Transform Object Detection dataset from COCO to CreateML format

COCO has set a standard in Object Detection task dataset format. Is there a tool for translating this dataset format to CreateML format so that data can be used in CreateML for training and evaluation? I've found Roboflow but I would rather use a python script rather than this platform as it seems too complex for my needs.

Post not yet marked as solved Up vote post of derrkater Down vote post of derrkater
1.5k views

Replies

You can download the COCO dataset in CreateML JSON format from here: https://universe.roboflow.com/jacob-solawetz/microsoft-coco/dataset/2

There are also over 90,000 other user-shared datasets there you can download for free in the CreateML format: https://roboflow.com/universe

Or use the pre-trained models users have shared directly with the Swift SDK (the model it uses behind the scenes is newer and more accurate than the one used by CreateML): https://blog.roboflow.com/roboflow-ios-sdk

I stand by my question as I already have a dataset that was annotated in coco format :)
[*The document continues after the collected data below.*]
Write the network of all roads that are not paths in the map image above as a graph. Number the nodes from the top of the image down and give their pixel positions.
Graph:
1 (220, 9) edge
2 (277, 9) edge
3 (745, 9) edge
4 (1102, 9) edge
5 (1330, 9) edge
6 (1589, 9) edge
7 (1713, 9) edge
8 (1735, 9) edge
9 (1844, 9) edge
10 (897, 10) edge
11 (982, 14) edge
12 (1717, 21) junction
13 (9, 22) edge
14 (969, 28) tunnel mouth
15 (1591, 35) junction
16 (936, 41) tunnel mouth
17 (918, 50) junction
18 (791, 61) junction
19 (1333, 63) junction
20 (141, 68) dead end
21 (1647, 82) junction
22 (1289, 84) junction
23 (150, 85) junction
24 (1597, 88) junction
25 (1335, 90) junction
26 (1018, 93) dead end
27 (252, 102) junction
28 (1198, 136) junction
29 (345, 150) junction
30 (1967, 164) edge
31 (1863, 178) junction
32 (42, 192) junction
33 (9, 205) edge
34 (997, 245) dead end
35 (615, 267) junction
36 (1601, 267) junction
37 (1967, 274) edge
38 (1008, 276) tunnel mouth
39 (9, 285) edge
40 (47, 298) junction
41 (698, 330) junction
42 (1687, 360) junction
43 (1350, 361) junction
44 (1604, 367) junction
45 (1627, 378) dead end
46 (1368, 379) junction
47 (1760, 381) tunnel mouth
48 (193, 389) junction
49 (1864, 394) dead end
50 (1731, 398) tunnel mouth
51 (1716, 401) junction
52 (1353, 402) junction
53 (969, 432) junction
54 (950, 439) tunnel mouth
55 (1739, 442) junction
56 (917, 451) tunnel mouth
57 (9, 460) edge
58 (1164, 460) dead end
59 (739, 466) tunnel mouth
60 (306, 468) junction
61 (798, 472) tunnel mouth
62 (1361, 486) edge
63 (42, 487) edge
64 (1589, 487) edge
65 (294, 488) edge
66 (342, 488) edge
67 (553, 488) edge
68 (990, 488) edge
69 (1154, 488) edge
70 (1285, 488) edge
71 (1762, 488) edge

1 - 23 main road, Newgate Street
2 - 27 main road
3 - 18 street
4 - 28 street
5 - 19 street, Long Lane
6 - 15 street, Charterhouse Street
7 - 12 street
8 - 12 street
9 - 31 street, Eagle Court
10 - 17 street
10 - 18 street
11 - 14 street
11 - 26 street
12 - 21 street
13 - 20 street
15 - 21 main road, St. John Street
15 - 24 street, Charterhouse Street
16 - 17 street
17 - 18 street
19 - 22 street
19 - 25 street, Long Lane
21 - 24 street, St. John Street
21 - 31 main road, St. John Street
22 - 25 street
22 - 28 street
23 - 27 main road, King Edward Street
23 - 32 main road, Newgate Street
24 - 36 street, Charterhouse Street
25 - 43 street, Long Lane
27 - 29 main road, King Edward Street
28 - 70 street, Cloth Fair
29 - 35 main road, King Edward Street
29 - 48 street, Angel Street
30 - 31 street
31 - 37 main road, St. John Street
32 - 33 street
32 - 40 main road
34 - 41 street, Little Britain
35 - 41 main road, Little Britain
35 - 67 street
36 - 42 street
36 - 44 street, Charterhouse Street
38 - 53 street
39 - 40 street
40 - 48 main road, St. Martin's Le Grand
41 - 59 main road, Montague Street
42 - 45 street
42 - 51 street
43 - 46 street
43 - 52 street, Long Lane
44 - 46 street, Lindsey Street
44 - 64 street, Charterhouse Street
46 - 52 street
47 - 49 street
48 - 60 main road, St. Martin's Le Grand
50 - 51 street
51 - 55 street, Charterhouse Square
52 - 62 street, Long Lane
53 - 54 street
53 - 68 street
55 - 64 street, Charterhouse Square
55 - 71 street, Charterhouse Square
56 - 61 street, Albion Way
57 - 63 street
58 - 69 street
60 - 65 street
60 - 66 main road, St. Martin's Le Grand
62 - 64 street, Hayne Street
Here's a brief Python script that would convert the COCO annotation format to CreateML.

import json

input_annotations = json.load(open('annotations.coco.json'))
output_annotations = []

images = input_annotations['images']
image_dict = {}
for image in images:
  image_dict[image['id']] = image['file_name']

for annotation in input_annotations['annotations']:
  coords_dict = {}
  coords_dict['x'] = annotation['bbox'][0] + annotation['bbox'][2]/2
  coords_dict['y'] = annotation['bbox'][1] + annotation['bbox'][3]/2
  coords_dict['width'] = annotation['bbox'][2]
  coords_dict['height'] = annotation['bbox'][3]
  cur_dict = {}
  cur_dict['annotation'] = [{'coordinates': coords_dict, 'label': annotation['category_id']}]
  cur_dict['imagefilename'] = image_dict[annotation['image_id']]
  output_annotations.append(cur_dict)

with open('annotations.createml.json', 'w') as f:
  json.dump(output_annotations, f)